Bahn will das Gefühl vermitteln, dass Reisende sicher sind

Am Montag führte mich mein erster Termin zum Ostbahnhof. Das Thema: Wie die Bahn Reisenden das Gefühl vermitteln will, dass sie sicher unterwegs sind. Der Trick, las ich in der Ankündigung, sei Kommunikation. Interessante Idee, aber ob das funktioniert?, fragte ich mich, als mich ein Wortwechsel ablenkte. Ich saß in der U8, vor mir pampte ein Mann im Rollstuhl einen anderen an, der direkt vor ihm die Fahrgäste nach „Spenden“ fragte. Als eine dritte abgerissene Gestalt lauthals eine Litanei anstimmte, in der ebenfalls das Wort Spende vorkam, lief der rollstuhlfahrende Bettler rot an. Auch der zweite Konkurrent schaute erbost. Dann mischte sich ein Mann ein, der mir gegenüber saß.

Als Hauptstadtmensch weiß man ja, wann es Zeit ist, aus dem Weg zu gehen, zumal in der berüchtigten U8. Aber die Auseinandersetzung blieb aus. Der Mann auf der Sitzbank fragte den Rollstuhlfahrer einfach, wie es ihm gehe.
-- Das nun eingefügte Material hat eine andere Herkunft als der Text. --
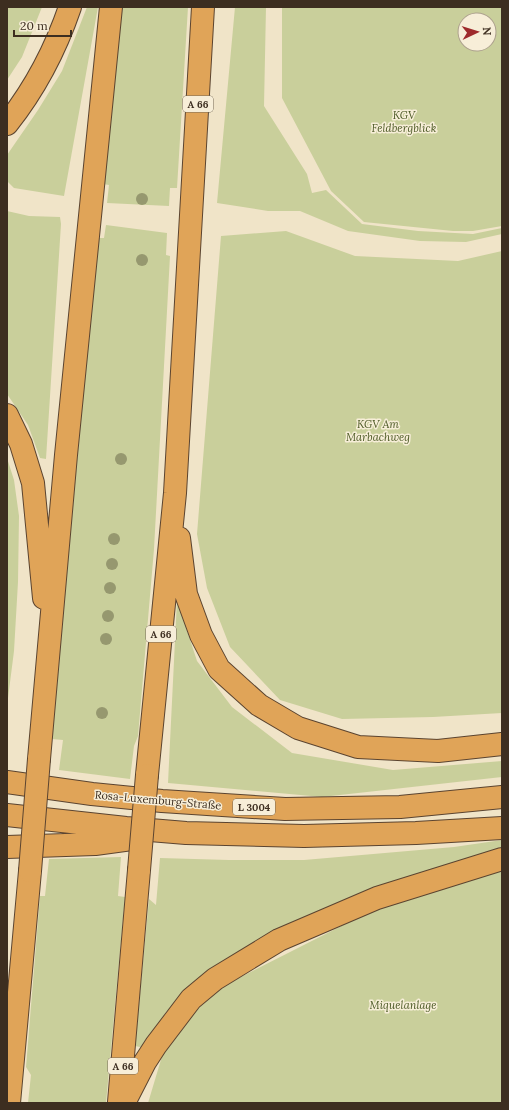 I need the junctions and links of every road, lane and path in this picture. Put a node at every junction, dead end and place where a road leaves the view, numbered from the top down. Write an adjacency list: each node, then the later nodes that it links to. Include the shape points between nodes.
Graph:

Der wiederum antwortete, sichtlich erfreut über das Interesse an seiner Person. Und ließ seine Konkurrenten kampflos ziehen.
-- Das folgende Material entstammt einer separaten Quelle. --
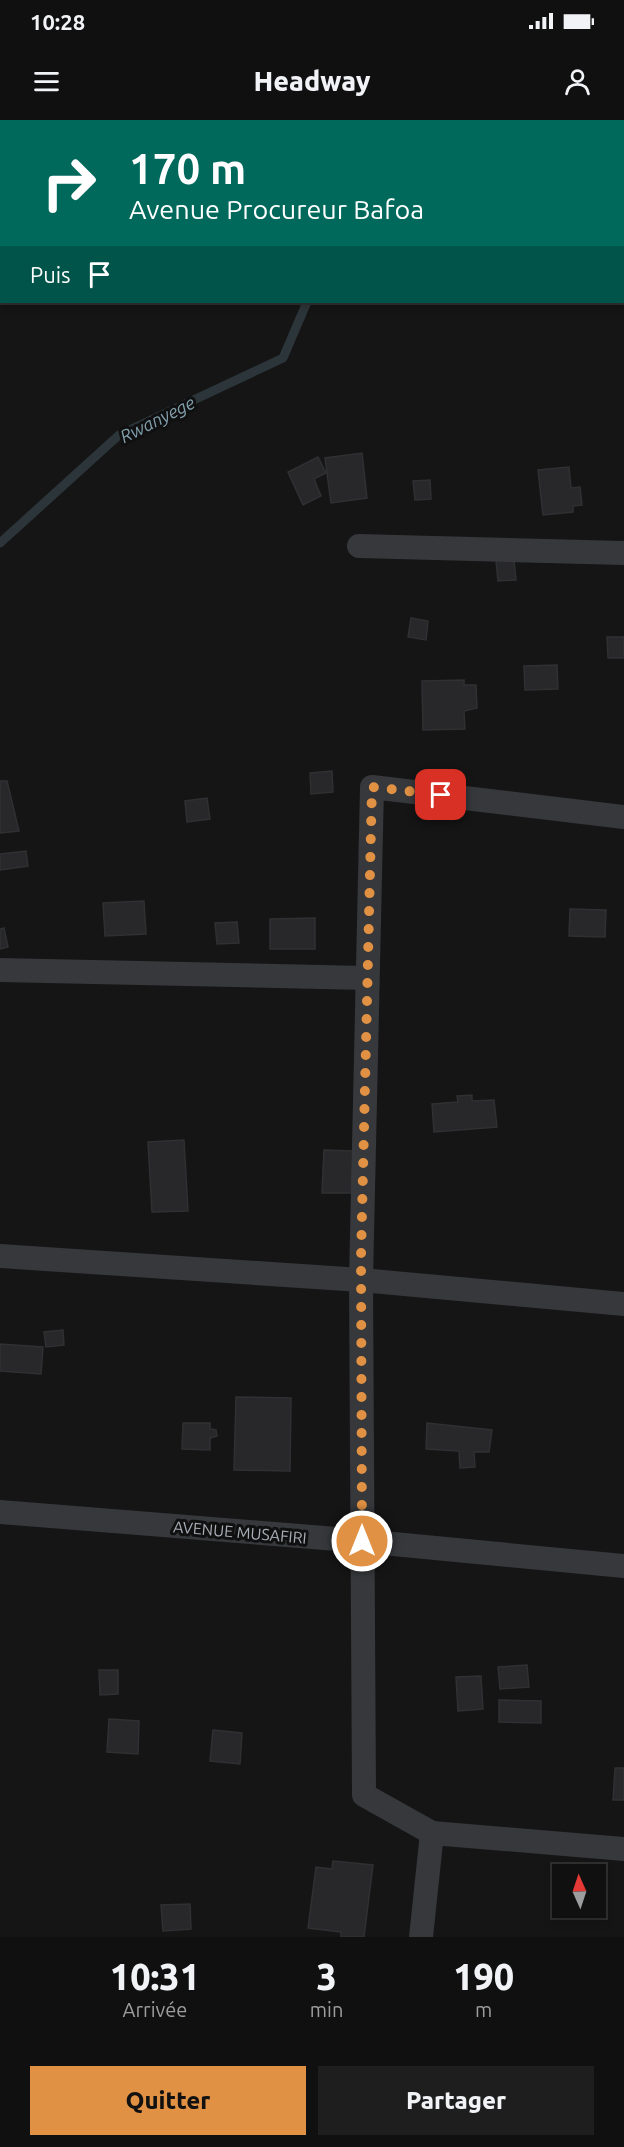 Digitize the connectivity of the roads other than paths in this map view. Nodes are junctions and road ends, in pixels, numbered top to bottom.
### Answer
1 (359, 546) dead end
2 (624, 554) edge
3 (624, 817) edge
4 (0, 970) edge
5 (366, 978) junction
6 (0, 1256) edge
7 (361, 1280) junction
8 (624, 1304) edge
9 (0, 1512) edge
10 (362, 1541) junction
11 (624, 1566) edge
12 (432, 1833) junction
13 (624, 1849) edge
14 (421, 1937) edge

1 - 2 street
3 - 5 street
4 - 5 street
5 - 7 street
6 - 7 street
7 - 8 street
7 - 10 street
9 - 10 street, AVENUE MUSAFIRI
10 - 11 street, AVENUE MUSAFIRI
10 - 12 street
12 - 13 street
12 - 14 street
An der Jannowitzbrücke musste ich umsteigen. Der U- und S-Bahnhof mit seiner chaotischen Dauerbaustelle gehört ja auch zu den Hauptstadt-Herausforderungen. Ein schwitzender Mann im Anzug und mit Aktentasche rannte vor mir hektisch zum Fahrstuhl. Vor mir begleitete der Mann von der Sitzbank den Rollstuhlfahrer aus dem Bahnhof – und drückte ihm nach einem sichernden Rundumblick noch etwas in die Hand. Dieser bedankte sich überschwänglich und versprach, irgendwann zu bezahlen. Ich vermute, die Gabe war nichts Legales. Trotzdem vermittelte mir die Szene, irgendwie „sicher“ zu sein, selbst in der U8. An der Sache mit der Kommunikation könnte vielleicht etwas dran sein, überlegte ich. Wenn das Herz mit dabei ist.

„Messer und so, lass es einfach“

Auf dem Rückweg diskutierten am U-Bahnhof Kottbusser Tor zwei junge Männer, es fielen die Worte „Messer“ und „Waffen“ und ich schaute schon nach dem Sicherheitspersonal. Doch sagte der einem zum anderen: „Bruder, wenn man wütend ist, liegt meistens gar nicht an den anderen, sondern an dir selbst, an deiner eigenen Situation“, redete der eine auf den anderen ein. „Du hast dich geärgert, es ist dir was Schlimmes passiert, okay, dann kommt diese Wut. Aber Stress mit anderen bringt dir dann gar nichts, Bruder. Rede lieber mit jemandem. Messer und so, lass es einfach.“ Eine BVG-Durchsage unterbrach leider den Dialog, dem ich gern weiter gefolgt wäre. „Zugverkehr unregelmäßig!“, tönte es aus den Lautsprechern. Und die U-Bahn kam dann trotzdem sofort. Okay, Berlin, dachte ich, ich mag dich doch, irgendwie.